Es gibt also einen noch viel wesentlicheren Grund für die Wiederverkörperung auf der Erde als den, die eigene Entwicklung voranzubringen: Es ist die Einsicht, dass das eigene Glück erst dann vollkommen ist, wenn auch die anderen Wesen glücklich sind. Man erlebt, dass man alles, was man geworden ist, der Welt und ihren Wesen verdankt.

Goethe formuliert es in dem Gedicht „Zueignung“3, in dem er seine Begegnung mit der Göttin der Wahrheit schildert so:

Für andere wächst in mir das hohe Gut!
Was sucht ich denn den Weg so sehnsuchtsvoll
Wenn ich ihn nicht den Brüdern zeigen soll…
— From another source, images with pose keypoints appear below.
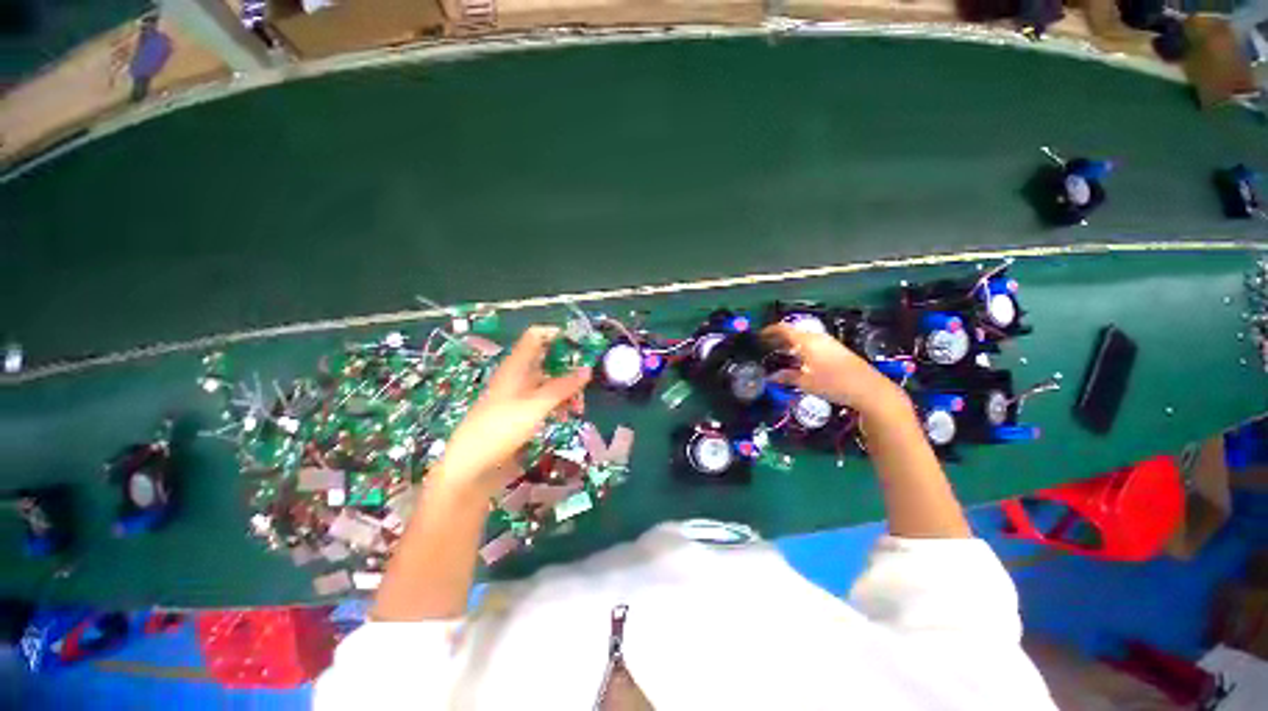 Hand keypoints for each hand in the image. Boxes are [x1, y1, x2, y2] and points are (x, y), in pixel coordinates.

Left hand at [435, 326, 591, 496]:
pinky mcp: (521, 415)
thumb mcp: (535, 405)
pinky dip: (558, 404)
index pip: (536, 337)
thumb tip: (588, 369)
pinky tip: (568, 415)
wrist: (471, 468)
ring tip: (581, 405)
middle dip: (568, 366)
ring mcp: (519, 397)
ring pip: (548, 383)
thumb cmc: (500, 429)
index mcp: (516, 367)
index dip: (557, 334)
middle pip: (546, 360)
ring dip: (566, 389)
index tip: (581, 343)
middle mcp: (517, 377)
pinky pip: (545, 401)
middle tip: (589, 377)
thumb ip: (563, 387)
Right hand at [763, 323, 908, 414]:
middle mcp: (817, 337)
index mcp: (807, 341)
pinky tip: (798, 360)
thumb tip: (771, 377)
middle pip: (793, 332)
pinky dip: (801, 347)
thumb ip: (787, 377)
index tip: (758, 337)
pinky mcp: (836, 349)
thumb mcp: (806, 382)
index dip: (769, 331)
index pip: (783, 329)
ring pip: (803, 338)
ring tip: (779, 354)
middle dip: (778, 338)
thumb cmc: (833, 384)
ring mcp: (828, 342)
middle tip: (765, 348)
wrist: (868, 389)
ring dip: (790, 343)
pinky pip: (812, 343)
Das ist dieser tief christliche Gedanke, die eigenen Kompetenzen zum Wohl seiner Mitmenschen einzusetzen. Nicht um des Egos willen zu lernen und sich höher zu entwickeln, sondern um damit mehr für seine Mitwelt tun zu können.

Vgl. „Christus – und das Schicksal der Menschen“, Vortrag gehalten Oktober 2023 in Mannheim

  1. Rudolf Steiner, Wie erlangt man Erkenntnisse der höheren Welten?, GA 10.
  2. Ebenda, Kapitel Leben und Tod. Der große Hüter der Schwelle, GA 10, 24. Aufl., Dornach 1993.